Now that we know that the heuristic does not work at the larger scale, we suspect that, at this larger scale, the output of the algorithm will depend on the prime parameter. Here we display the output of the algorithm for a range of choices. We see that, in general, the larger the prime, the more complicated the cohomological coordinates.

```
[5]:
```

```
prime_choices = [3,5,11,13]
perc = 0.5
plt.figure(figsize=(15,5))
for i,prime in enumerate(prime_choices):
cc = CircularCoords(X, 300, prime=prime)
circular_coordinate = cc.get_coordinates(perc=perc,cocycle_idx=0)
plt.subplot(1, len(prime_choices), i+1)
plt.scatter(X[:,0],X[:,1], s = 10, c = CircleMapUtils.to_sinebow(circular_coordinate))
plt.title("prime = " + str(prime))
plt.gca().set_aspect("equal") ; _ = plt.axis("off")
```

The above behavior is that of DREiMac’s current implementation.
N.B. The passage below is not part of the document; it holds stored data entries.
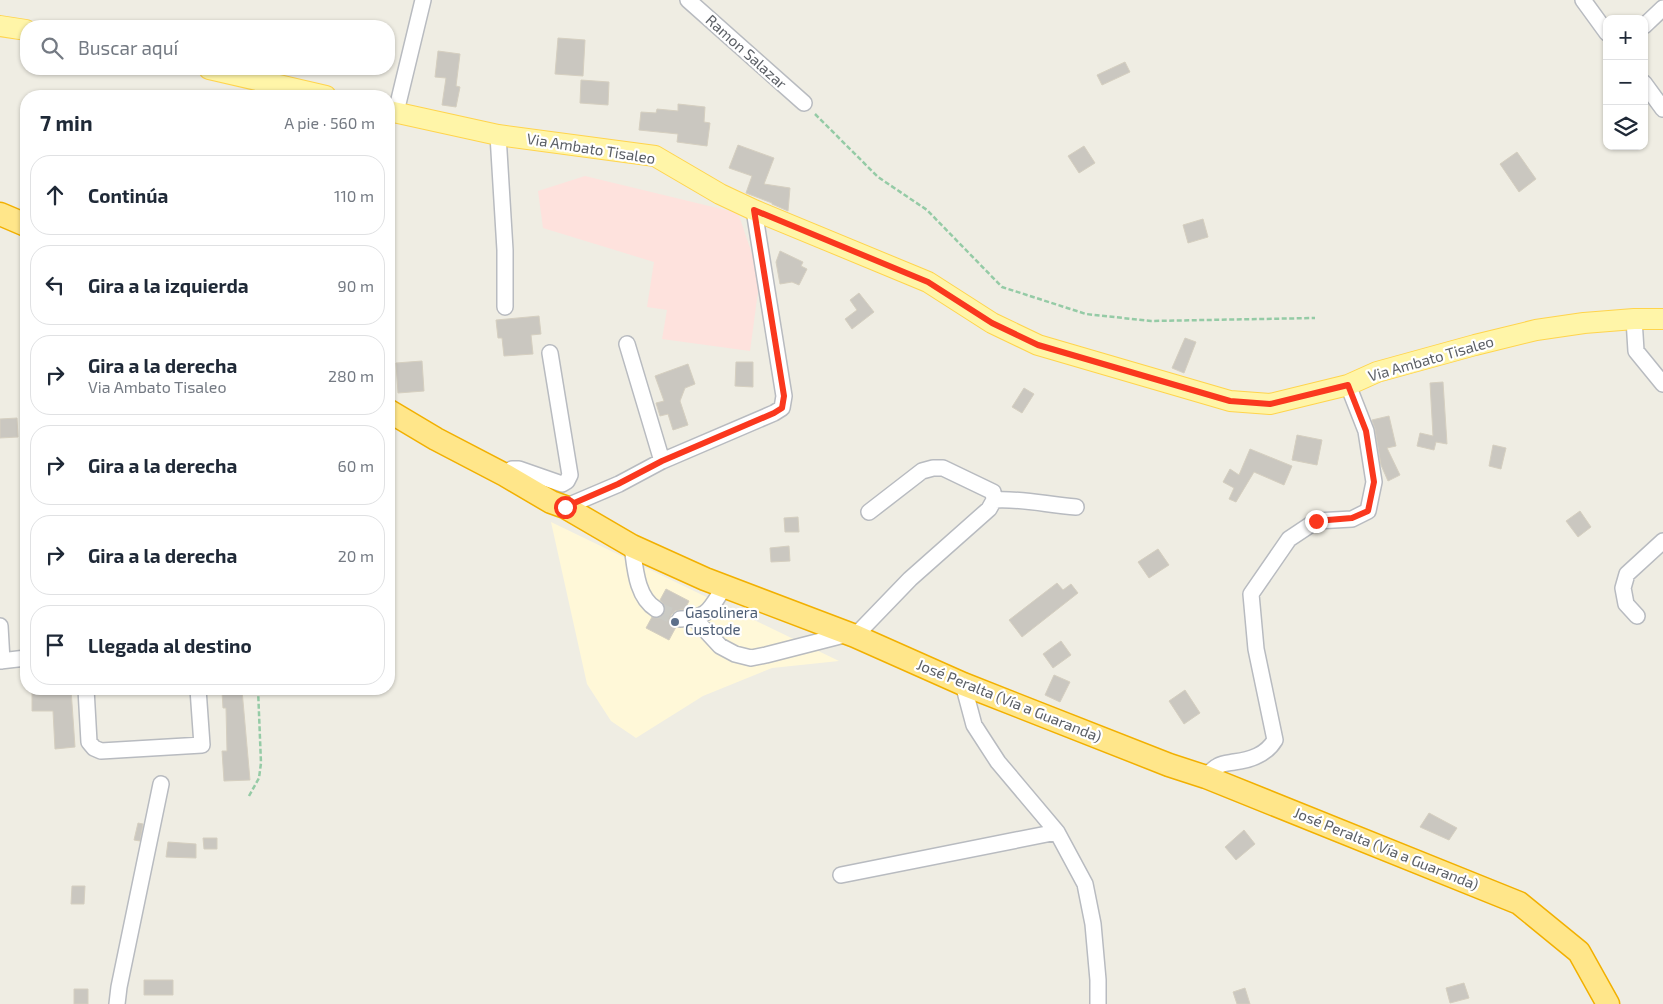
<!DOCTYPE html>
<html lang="es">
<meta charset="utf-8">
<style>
body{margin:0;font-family:"Exo 2",sans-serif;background:#f6f6f7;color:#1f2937}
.controls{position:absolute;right:15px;top:15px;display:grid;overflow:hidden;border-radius:10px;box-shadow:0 1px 4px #0004}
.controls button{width:45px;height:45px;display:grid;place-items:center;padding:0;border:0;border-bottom:1px solid #e0e1e3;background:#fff;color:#1f2937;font:25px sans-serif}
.stop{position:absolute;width:15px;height:15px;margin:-11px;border:4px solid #fa381e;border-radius:50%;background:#fff}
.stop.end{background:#fa381e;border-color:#fff;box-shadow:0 1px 5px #0008}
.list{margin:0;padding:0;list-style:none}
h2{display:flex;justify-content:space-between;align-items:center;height:65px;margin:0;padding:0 20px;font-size:21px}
h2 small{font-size:16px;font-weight:400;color:#747a83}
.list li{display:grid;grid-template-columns:32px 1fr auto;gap:15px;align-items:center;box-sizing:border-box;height:80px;margin:0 10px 10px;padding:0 10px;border:1px solid #e0e1e3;border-radius:20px}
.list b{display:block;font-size:19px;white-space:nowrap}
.list p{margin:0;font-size:16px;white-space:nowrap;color:#747a83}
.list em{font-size:16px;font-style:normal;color:#747a83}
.icon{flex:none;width:28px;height:28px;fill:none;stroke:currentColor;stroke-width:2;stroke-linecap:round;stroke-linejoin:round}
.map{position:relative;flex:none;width:1663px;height:1004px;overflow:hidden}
.search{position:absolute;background:#fff;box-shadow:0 1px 4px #0004;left:20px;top:20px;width:375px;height:55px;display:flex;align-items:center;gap:12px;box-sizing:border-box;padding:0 18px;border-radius:20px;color:#747a83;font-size:19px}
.panel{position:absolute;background:#fff;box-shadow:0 1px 4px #0004;left:20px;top:90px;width:375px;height:605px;border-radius:20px}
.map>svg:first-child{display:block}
.commercial{fill:#fff8d8}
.medical{fill:#fee2dd}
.building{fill:#cac7c0;stroke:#d5cfc0}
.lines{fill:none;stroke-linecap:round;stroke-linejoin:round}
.minor-tunnel{stroke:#cacac4;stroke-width:15;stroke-dasharray:15 8;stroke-linecap:butt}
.minor-casing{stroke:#b8bbc0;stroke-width:18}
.major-casing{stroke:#ffd44c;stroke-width:22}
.highway-casing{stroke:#f2b000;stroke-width:25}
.path{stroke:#95cba6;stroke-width:2.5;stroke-dasharray:5 2.5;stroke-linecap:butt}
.minor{stroke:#fff;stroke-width:15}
.major{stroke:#fff5a8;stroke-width:20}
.highway{stroke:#ffe68a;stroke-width:22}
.route{stroke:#fa381e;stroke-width:6}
.service-dot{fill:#5c6f8a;stroke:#fff;stroke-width:2}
.labels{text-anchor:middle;stroke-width:4.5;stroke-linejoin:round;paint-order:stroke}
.street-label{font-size:15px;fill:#5b5f65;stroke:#fff}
.service-label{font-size:15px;fill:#4e5e75;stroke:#fff;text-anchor:start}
</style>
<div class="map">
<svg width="1663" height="1004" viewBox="0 0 1663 1004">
<rect width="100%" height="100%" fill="#efede3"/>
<!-- commercial -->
<path class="commercial" d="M551 522 839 661 772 668 703 696 636 738 611 721 587 684Z"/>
<!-- medical -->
<path class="medical" d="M585 176 738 213 760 277 750 351 662 339 667 310 647 307 654 262 543 228 538 191Z"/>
<!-- building -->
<path class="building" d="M558 38 585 40 583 76 555 74Z
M438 51 460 54 456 86 460 87 456 107 442 105 446 78 435 77Z
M1125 62 1130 72 1102 85 1097 75Z
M581 80 609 82 608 105 580 103Z
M678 104 705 107 704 122 710 123 707 146 677 142 678 134 639 130 641 112 656 113 657 109 678 111Z
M738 145 774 158 764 184 790 188 788 211 772 204V203L746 193 752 176 729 168Z
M1084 146 1095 163 1079 173 1068 156Z
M1517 152 1536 179 1519 192 1500 164Z
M1203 219 1208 237 1188 243 1183 225Z
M780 251 803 262 801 266 807 269 799 285 792 282 780 284 776 262Z
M859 293 874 312 852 329 845 319 857 310 850 300Z
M539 316 541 334 531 335 533 354 504 356 502 338H498L496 320Z
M1185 338 1196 342 1184 373 1172 368Z
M422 361 424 391 398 393 396 363Z
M736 362H753V387L735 386Z
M688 364 695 384 685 388 680 401 688 425 673 430 668 414 660 416 656 403 664 401 655 376Z
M1443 382 1447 444 1436 442 1434 450 1417 446 1420 433 1433 436 1430 383Z
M1024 388 1034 394 1022 413 1012 407Z
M1389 416 1396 446 1387 448 1400 475 1388 481 1381 465 1375 429 1372 420Z
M17 418 18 437 0 438V419Z
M1297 435 1322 440 1317 465 1292 460Z
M1493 445 1506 448 1501 469 1489 466Z
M1250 449 1292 466 1284 485 1254 472 1236 502 1229 499 1234 488 1223 482 1230 469 1239 475Z
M1580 511 1591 527 1578 537 1566 521Z
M798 517 799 532H785L784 518Z
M789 546 790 561 771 562 770 548Z
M1158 549 1169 565 1149 578 1138 562Z
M1057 583 1063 590 1071 584 1078 593 1022 637 1009 620Z
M666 589 689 601 685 609 675 611 671 615 672 624 676 627 669 640 646 628 652 617 659 618 664 614 665 606 660 600Z
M1061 641 1071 655 1053 668 1043 654Z
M1054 675 1070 682 1060 702 1045 695Z
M32 689H71L75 747 55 749 53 711H32Z
M242 690 250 780 224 781 222 751H227L226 708H223L222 692Z
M1185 690 1200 713 1184 724 1169 701Z
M1429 813 1457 828 1449 840 1420 827Z
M138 823 143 824 140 841 134 840Z
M1244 830 1255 844 1236 860 1225 847Z
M203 838H217V849H204Z
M168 842 196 844V858L166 857Z
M72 886H85L84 904H71Z
M144 980H173V995H144Z
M1464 983 1469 998 1450 1003 1446 988Z
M1245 988 1250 1004H1237L1233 992Z
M74 989H88V1004H74Z"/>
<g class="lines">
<!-- minor-tunnel -->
<path class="minor-tunnel" d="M656 609 680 619"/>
<!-- minor casing -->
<g class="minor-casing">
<path id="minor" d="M688 0 804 103
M1583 0 1607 33
M1644 26 1663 8
M1644 83 1663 109
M396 112 423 0
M498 135 505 250V307
M1634 319 1636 351 1663 384
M627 344 662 461
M505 475 512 469H519L562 484 567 481 570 475 550 353
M994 500C1021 498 1048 505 1076 507
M565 507 619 484 662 461 774 413 782 408 784 396 754 210
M632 546C635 566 636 597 656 609
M1637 616 1626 604 1623 588 1627 574 1663 541
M680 619C708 619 710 609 724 587
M695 619 720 646 735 654 751 658 766 655 848 634
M0 626 2 661
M855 636 910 579 989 509 994 500 993 492 943 468H933L922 471 869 512
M0 661 26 658
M963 684 974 725 998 762 1057 832 1085 884 1093 924 1098 980V1004
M86 689 89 742 94 748 101 751 202 745 198 689
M1206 777C1210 773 1213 768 1218 766 1223 763 1228 763 1234 762 1251 760 1266 755 1275 740L1256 649 1251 594 1289 539 1316 521 1352 519 1368 511 1374 482 1366 431 1348 385
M841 875 1057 832
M117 1004 119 987 161 784"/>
</g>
<!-- major casing -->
<g class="major-casing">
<path id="major" d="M0 26 26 30
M209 69 326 96
M389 111 498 135 655 156 720 194 754 210 928 282 992 323 1038 345 1230 401 1270 404 1348 385 1377 372 1475 345 1536 330 1584 323 1634 319H1663"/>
</g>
<!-- highway casing -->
<g class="highway-casing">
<path id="highway" d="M0 214 26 225
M389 411 436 439 505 475 551 502 565 507 632 546 705 579 855 636 963 684 1169 765 1206 777 1519 903 1579 952 1608 1004"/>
</g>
<!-- path -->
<path class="path" d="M815 114 878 177 927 210 1002 287 1086 314 1151 321 1315 318
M249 796 259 778 261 763 258 689"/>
<!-- minor -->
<use href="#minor" class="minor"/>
<!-- major -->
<use href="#major" class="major"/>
<!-- highway -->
<use href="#highway" class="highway"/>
</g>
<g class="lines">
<!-- route -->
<path class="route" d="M565 507 618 484 662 461 774 413 782 408 784 396 754 210 928 282 992 323 1038 345 1230 401 1270 404 1348 385 1366 431 1374 482 1368 511 1352 518 1316 521"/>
</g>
<!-- markers -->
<circle class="service-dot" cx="675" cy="622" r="5"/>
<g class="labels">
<!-- street labels -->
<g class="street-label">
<text transform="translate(746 52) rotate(42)" y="5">Ramon Salazar</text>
<text transform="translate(591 149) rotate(9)" y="5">Via Ambato Tisaleo</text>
<text transform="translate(1431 359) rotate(-16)" y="5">Via Ambato Tisaleo</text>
<text transform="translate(1009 701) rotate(22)" y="5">José Peralta (Vía a Guaranda)</text>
<text transform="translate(1386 849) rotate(22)" y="5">José Peralta (Vía a Guaranda)</text>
</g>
<!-- service labels -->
<g class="service-label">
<text x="685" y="618">Gasolinera<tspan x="685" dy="17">Custode</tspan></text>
</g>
</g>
</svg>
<div class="controls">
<button>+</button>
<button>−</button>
<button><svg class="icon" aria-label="layers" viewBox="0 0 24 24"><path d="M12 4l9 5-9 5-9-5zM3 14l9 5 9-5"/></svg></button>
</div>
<div class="stop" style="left:565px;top:507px"></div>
<div class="stop end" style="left:1316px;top:521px"></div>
<div class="search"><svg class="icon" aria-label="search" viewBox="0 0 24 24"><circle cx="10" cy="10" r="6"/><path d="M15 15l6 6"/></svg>Buscar aquí</div>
<section class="panel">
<h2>7 min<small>A pie · 560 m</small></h2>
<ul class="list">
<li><svg class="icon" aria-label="ahead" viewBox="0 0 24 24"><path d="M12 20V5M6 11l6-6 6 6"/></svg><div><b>Continúa</b></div><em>110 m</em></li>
<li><svg class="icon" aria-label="left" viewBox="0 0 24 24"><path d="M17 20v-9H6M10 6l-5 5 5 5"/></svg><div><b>Gira a la izquierda</b></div><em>90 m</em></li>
<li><svg class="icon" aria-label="right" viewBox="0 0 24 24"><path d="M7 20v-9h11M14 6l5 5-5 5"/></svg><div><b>Gira a la derecha</b><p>Via Ambato Tisaleo</p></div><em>280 m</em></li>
<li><svg class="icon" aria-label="right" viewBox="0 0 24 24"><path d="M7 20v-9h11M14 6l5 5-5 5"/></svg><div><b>Gira a la derecha</b></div><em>60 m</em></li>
<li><svg class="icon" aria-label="right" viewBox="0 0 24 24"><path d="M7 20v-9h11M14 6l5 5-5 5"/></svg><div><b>Gira a la derecha</b></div><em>20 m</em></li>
<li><svg class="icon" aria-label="arrive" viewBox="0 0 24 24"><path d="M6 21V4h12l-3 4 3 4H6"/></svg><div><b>Llegada al destino</b></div></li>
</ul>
</section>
</div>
The reason why different primes lead to different circle-valued maps is that the integral lift of a cohomology class \(\eta \in H^1(K ;\mathbb{Z}/p\mathbb{Z})\) is only uniquely determined up to the kernel of the morphism \(H^1(K ; \mathbb{Z}) \to H^1(K ; \mathbb{Z}/p\mathbb{Z})\), which is usually non-trivial. The upshot is that one should be able to design an optimization procedure that finds good integral lift \(\eta'\) of \(\eta\) by minimizing a notion of Dirichlet energy. Although this hasn’t been fully developed yet, it is actively being researched.